The response to our efforts was the second surprise. We had never heard of this book, but it turns out to be very popular in the trading community. Many people have read, and those that haven’t, had at least heard of it. Many people had a common basis for understanding our work, and we are starting to have real conversations about applying this technology. We are moving on to models that we couldn’t even consider when the cost of trials was an issue.

A Thousand Trials

Usually, when you run an experiment, the primary cost of the experiment is the cost of running the trials. Designing the experiment is usually fairly simple, and never very expensive. The analysis requires some moderately specialized skills, but you can usually afford the analysis if you can afford the trials. Now, for the first time in our experience, we have discovered a field of investigation where the cost of the trials is almost nothing. This has profound side effects that we did not anticipate.

We should have because the most complex experiments were always run by people who had the least expensive trials, but even testing print cartridges makes a noticeable dent in a budget when you want to run a hundred trials. At the very least, the tests will still take hours, perhaps days, to run.

When we started applying Design of Experiments to financial engineering, we were strictly interested in intraday trading systems. Testing these systems had a moderate cost. For example, if we wanted to run sixteen trials on three years of data, it did not cost us much money, but it did take several months. That has a significant cost when you want to know the answers right now.
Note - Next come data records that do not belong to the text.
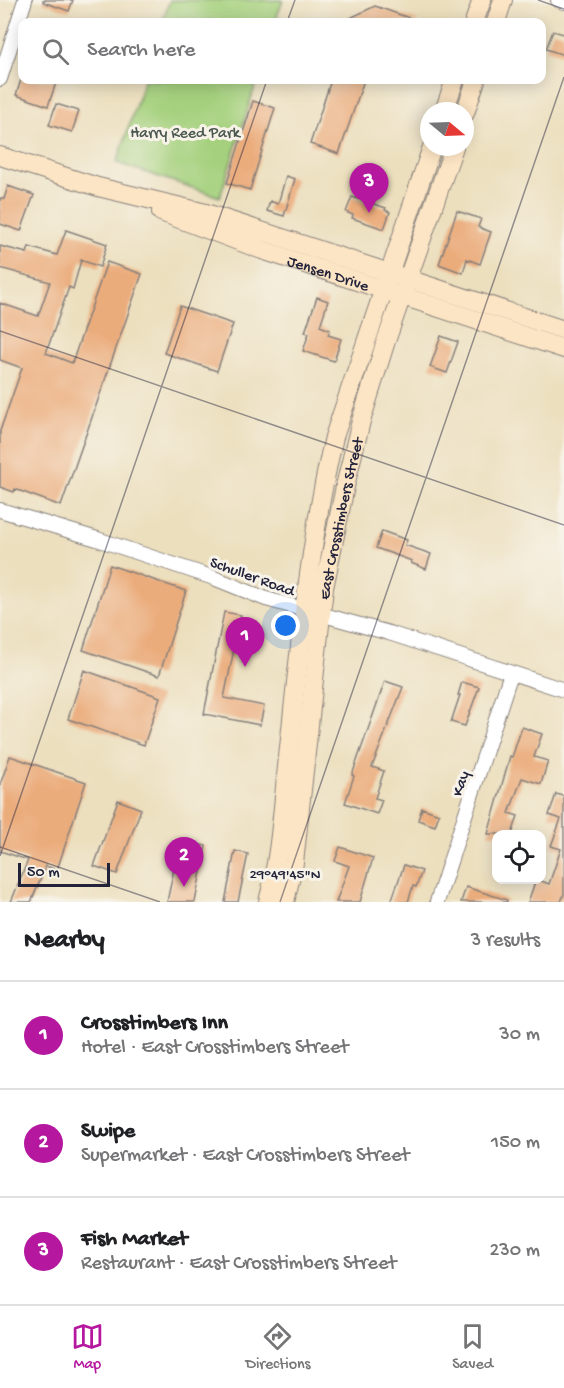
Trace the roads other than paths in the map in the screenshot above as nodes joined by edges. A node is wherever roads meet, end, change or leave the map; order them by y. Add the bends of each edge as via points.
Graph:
1 (25, 0) edge
2 (482, 0) edge
3 (503, 0) edge
4 (558, 0) edge
5 (564, 2) edge
6 (19, 18) edge
7 (475, 18) edge
8 (497, 18) edge
9 (18, 22) edge
10 (0, 79) edge
11 (454, 84) edge
12 (475, 84) edge
13 (447, 102) edge
14 (469, 102) edge
15 (0, 156) edge
16 (429, 156) edge
17 (451, 156) edge
18 (387, 281) junction
19 (406, 288) junction
20 (564, 330) edge
21 (564, 349) edge
22 (324, 478) junction
23 (345, 487) junction
24 (0, 510) edge
25 (313, 613) junction
26 (511, 673) junction
27 (564, 690) edge
28 (293, 789) junction
29 (268, 902) edge
30 (285, 902) edge
31 (437, 902) edge

1 - 6 street
2 - 7 main road
3 - 8 main road
4 - 5 street
9 - 10 street
11 - 13 main road
12 - 14 main road
15 - 18 main road, Jensen Drive via 98,187 206,213
16 - 18 main road, East Crosstimbers Street
17 - 19 main road, East Crosstimbers Street
18 - 19 main road, Jensen Drive
18 - 22 main road, East Crosstimbers Street
19 - 20 main road, Jensen Drive
19 - 21 main road, Jensen Drive
19 - 23 main road, East Crosstimbers Street via 361,421
22 - 23 main road
22 - 25 main road, East Crosstimbers Street
23 - 25 main road, East Crosstimbers Street via 324,588
24 - 25 street, Schuller Road
25 - 26 street, Schuller Road
25 - 28 main road, East Crosstimbers Street
26 - 27 street, Schuller Road
26 - 31 street, Kay
28 - 29 main road, East Crosstimbers Street
28 - 30 main road, East Crosstimbers Street via 294,863

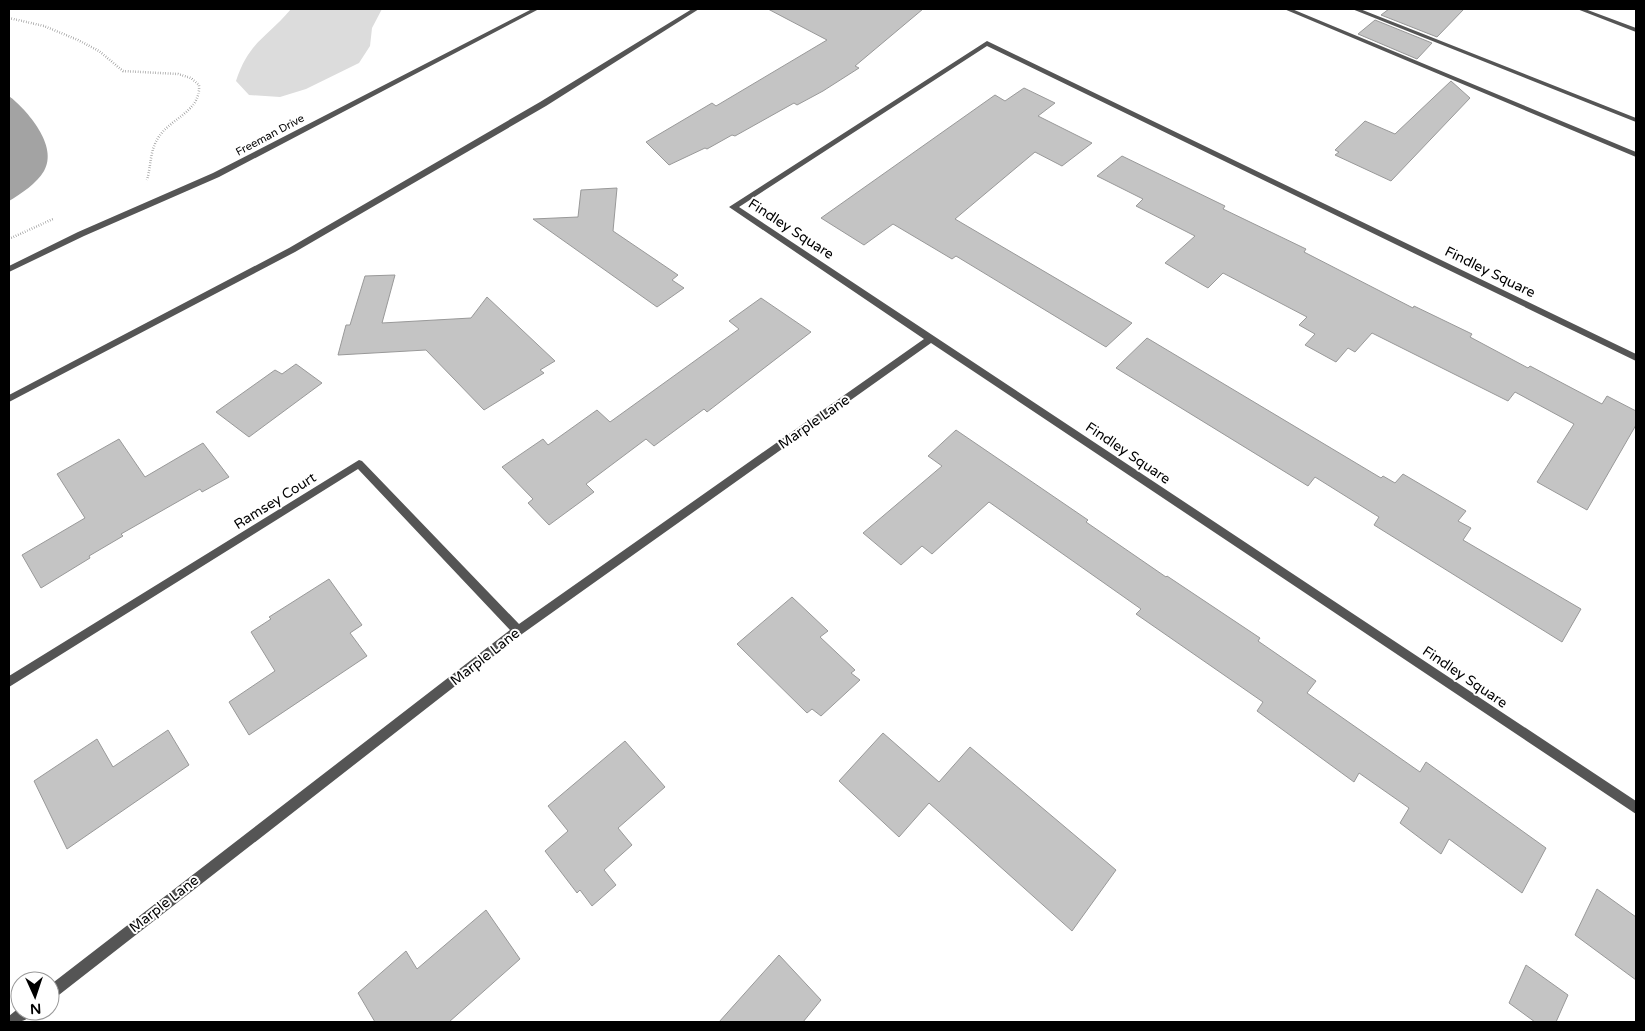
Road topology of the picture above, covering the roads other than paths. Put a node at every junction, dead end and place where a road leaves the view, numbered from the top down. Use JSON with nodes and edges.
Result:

We wanted to talk about those experiments, but a number of factors prevented that We looked around for another system that we could experiment on. Ernest Chan recommended that we look at systems in Short Term Trading Strategies That Work and High Probability ETF Trading, two books by Larry Connors and Cesar Alvarez. As Ernie correctly perceived, Connors and Alvarez described systems that lent themselves very well to a Design of Experiments. We came up with lots of ideas for experiments right away, and we picked one out to try it out.

My partner Ron is very fast at this kind of thing, and he had a simulator ready to run the test after about a day of work. He had to organize the data because we had never worked with an end-of-day system before. Then he started running the test. We knew they would go quickly, but they only took about a quarter of a second to run a trial on fifteen years of data. It took far less than half a minute to run 56 trials.

This is as close to instant gratification as an experimenter will ever get! It took a few hours to analyze the results, but it was essentially “same day service”. You usually have months separating the planning of the experiment and the analysis.

Immediately, we began to think of more complex experiments looking at more factors and using higher order models. Since the higher order models required more trials, we rarely even thought in that direction. The cubic model was the highest order model supported by the software we were using, and we very rarely had the opportunity to use that. Most people are looking for experiment designs with less trials, not more. In fact, the point of most experiment design software on the market today is to get the most information out of the fewest number of trials.

Notice how the goal changes when the cost of the trials approaches zero. The goal in this environment is to get the best possible predictions without regard to the number of trials it requires. Another fifty trials? Another hundred trials? How about another thousand trials? We don’t care when the trials are free.